(Stored data entries)
* * * * * * * * *
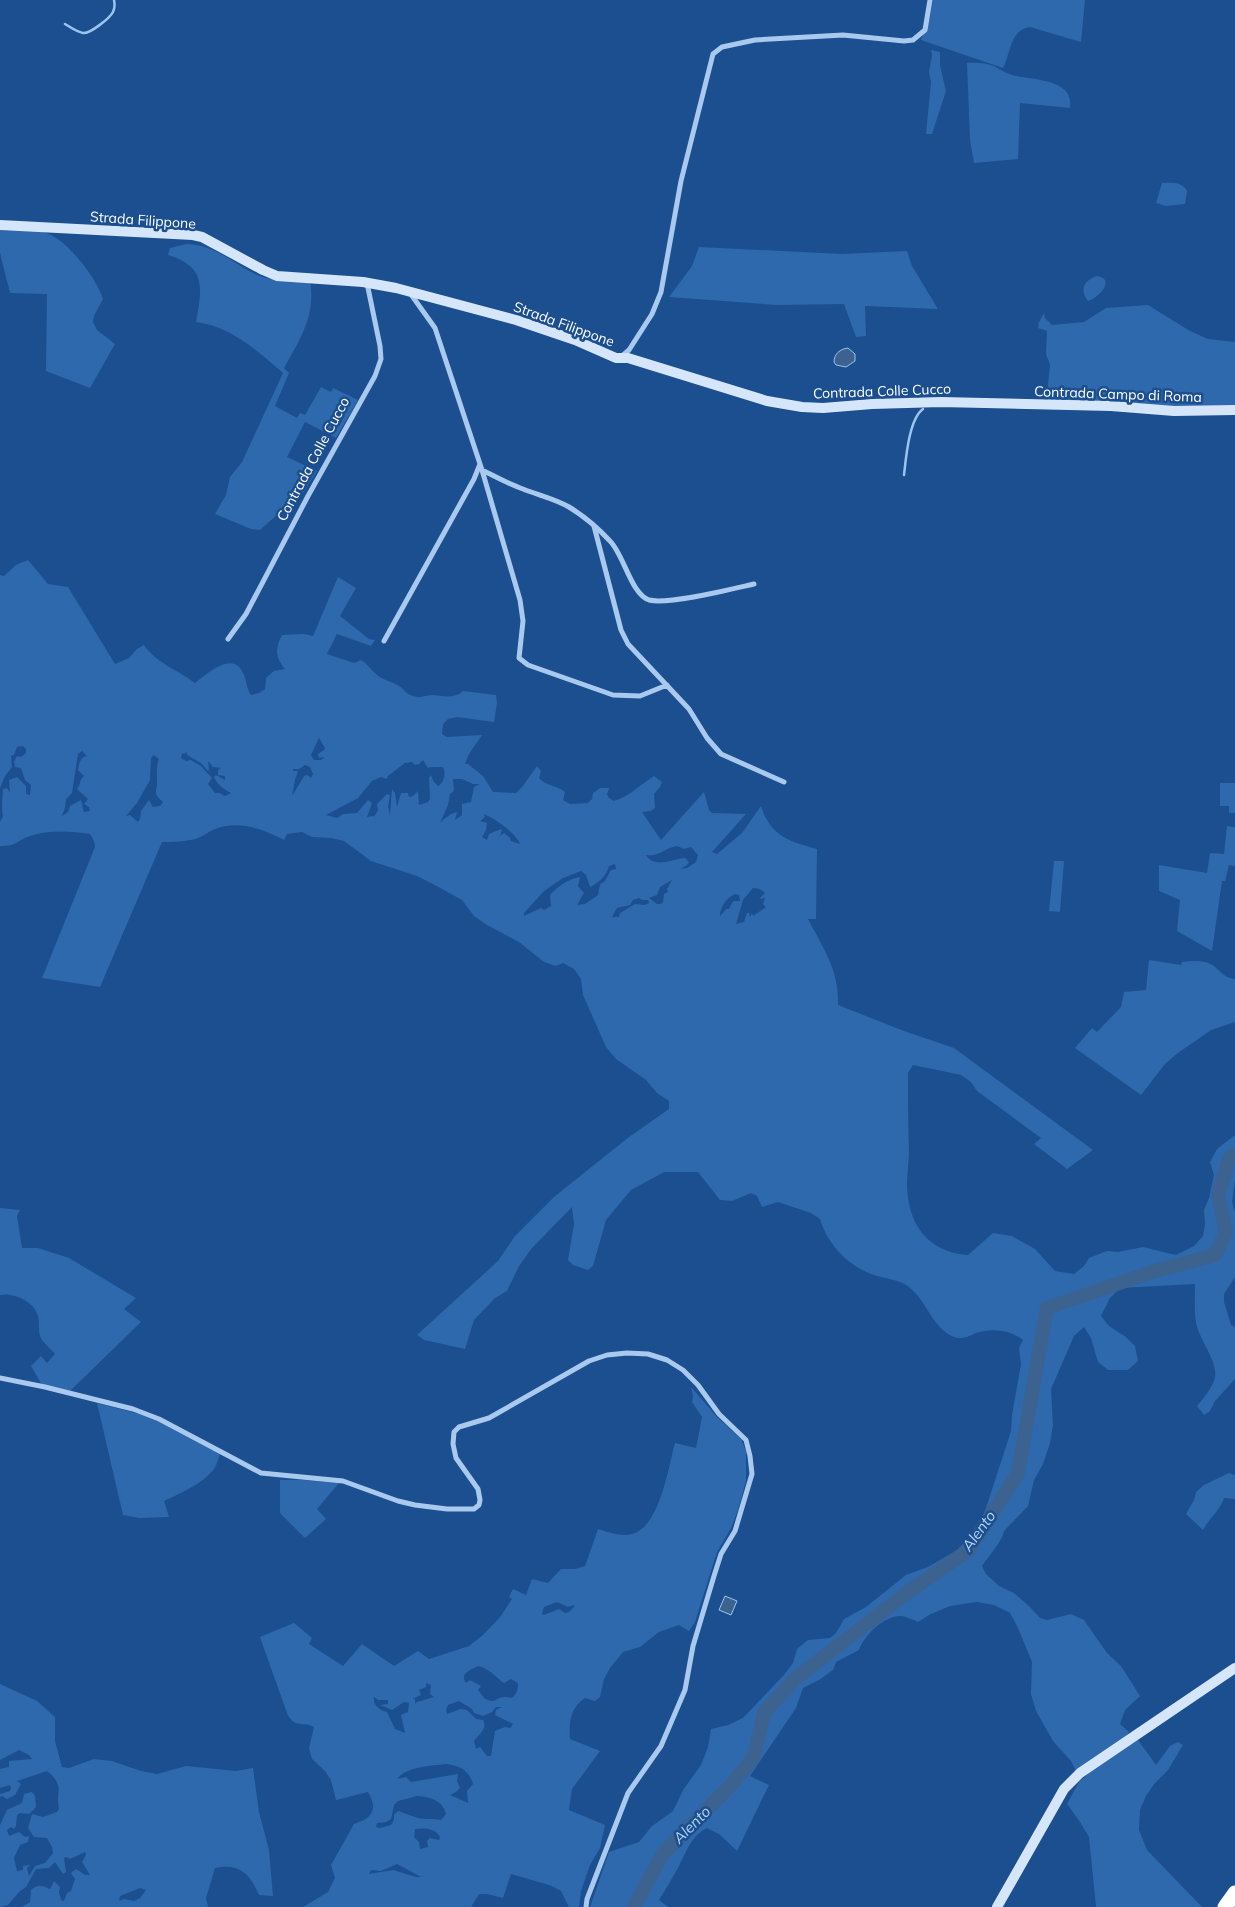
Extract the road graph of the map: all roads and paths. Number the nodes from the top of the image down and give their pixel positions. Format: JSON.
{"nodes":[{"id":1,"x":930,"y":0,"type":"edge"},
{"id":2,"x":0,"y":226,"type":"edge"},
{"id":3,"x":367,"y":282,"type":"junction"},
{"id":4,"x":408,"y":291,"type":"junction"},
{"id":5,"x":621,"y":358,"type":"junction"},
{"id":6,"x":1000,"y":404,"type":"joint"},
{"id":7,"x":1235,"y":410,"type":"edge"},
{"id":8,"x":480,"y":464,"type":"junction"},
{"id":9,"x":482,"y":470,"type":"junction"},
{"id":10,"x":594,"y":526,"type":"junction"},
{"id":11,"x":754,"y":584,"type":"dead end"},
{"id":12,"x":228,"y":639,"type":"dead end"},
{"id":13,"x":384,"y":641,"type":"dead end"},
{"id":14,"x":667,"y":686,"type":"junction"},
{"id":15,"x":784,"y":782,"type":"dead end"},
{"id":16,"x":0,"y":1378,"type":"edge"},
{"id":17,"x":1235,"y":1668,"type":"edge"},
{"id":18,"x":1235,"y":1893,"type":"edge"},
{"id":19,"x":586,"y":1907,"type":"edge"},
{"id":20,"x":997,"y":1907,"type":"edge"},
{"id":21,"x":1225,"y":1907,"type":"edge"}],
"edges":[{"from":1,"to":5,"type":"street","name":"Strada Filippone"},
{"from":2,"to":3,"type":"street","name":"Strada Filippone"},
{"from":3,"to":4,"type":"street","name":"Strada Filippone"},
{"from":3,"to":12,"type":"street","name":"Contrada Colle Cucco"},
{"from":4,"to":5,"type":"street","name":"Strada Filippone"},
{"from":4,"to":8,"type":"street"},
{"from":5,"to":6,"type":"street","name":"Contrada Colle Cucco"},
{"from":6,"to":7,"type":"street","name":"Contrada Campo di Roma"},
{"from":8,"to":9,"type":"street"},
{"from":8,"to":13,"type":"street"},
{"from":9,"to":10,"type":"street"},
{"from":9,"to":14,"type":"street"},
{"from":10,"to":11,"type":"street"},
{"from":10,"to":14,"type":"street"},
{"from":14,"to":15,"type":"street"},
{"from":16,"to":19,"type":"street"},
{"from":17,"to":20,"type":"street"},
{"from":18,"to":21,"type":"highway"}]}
* * * * * * * * *
(What you are asked to do): Copy the data exactly. Pictures do not belong in the copy.

(Answer box):
Extract the road graph of the map: all roads and paths. Number the nodes from the top of the image down and give their pixel positions. Format: JSON.
{"nodes":[{"id":1,"x":930,"y":0,"type":"edge"},
{"id":2,"x":0,"y":226,"type":"edge"},
{"id":3,"x":367,"y":282,"type":"junction"},
{"id":4,"x":408,"y":291,"type":"junction"},
{"id":5,"x":621,"y":358,"type":"junction"},
{"id":6,"x":1000,"y":404,"type":"joint"},
{"id":7,"x":1235,"y":410,"type":"edge"},
{"id":8,"x":480,"y":464,"type":"junction"},
{"id":9,"x":482,"y":470,"type":"junction"},
{"id":10,"x":594,"y":526,"type":"junction"},
{"id":11,"x":754,"y":584,"type":"dead end"},
{"id":12,"x":228,"y":639,"type":"dead end"},
{"id":13,"x":384,"y":641,"type":"dead end"},
{"id":14,"x":667,"y":686,"type":"junction"},
{"id":15,"x":784,"y":782,"type":"dead end"},
{"id":16,"x":0,"y":1378,"type":"edge"},
{"id":17,"x":1235,"y":1668,"type":"edge"},
{"id":18,"x":1235,"y":1893,"type":"edge"},
{"id":19,"x":586,"y":1907,"type":"edge"},
{"id":20,"x":997,"y":1907,"type":"edge"},
{"id":21,"x":1225,"y":1907,"type":"edge"}],
"edges":[{"from":1,"to":5,"type":"street","name":"Strada Filippone"},
{"from":2,"to":3,"type":"street","name":"Strada Filippone"},
{"from":3,"to":4,"type":"street","name":"Strada Filippone"},
{"from":3,"to":12,"type":"street","name":"Contrada Colle Cucco"},
{"from":4,"to":5,"type":"street","name":"Strada Filippone"},
{"from":4,"to":8,"type":"street"},
{"from":5,"to":6,"type":"street","name":"Contrada Colle Cucco"},
{"from":6,"to":7,"type":"street","name":"Contrada Campo di Roma"},
{"from":8,"to":9,"type":"street"},
{"from":8,"to":13,"type":"street"},
{"from":9,"to":10,"type":"street"},
{"from":9,"to":14,"type":"street"},
{"from":10,"to":11,"type":"street"},
{"from":10,"to":14,"type":"street"},
{"from":14,"to":15,"type":"street"},
{"from":16,"to":19,"type":"street"},
{"from":17,"to":20,"type":"street"},
{"from":18,"to":21,"type":"highway"}]}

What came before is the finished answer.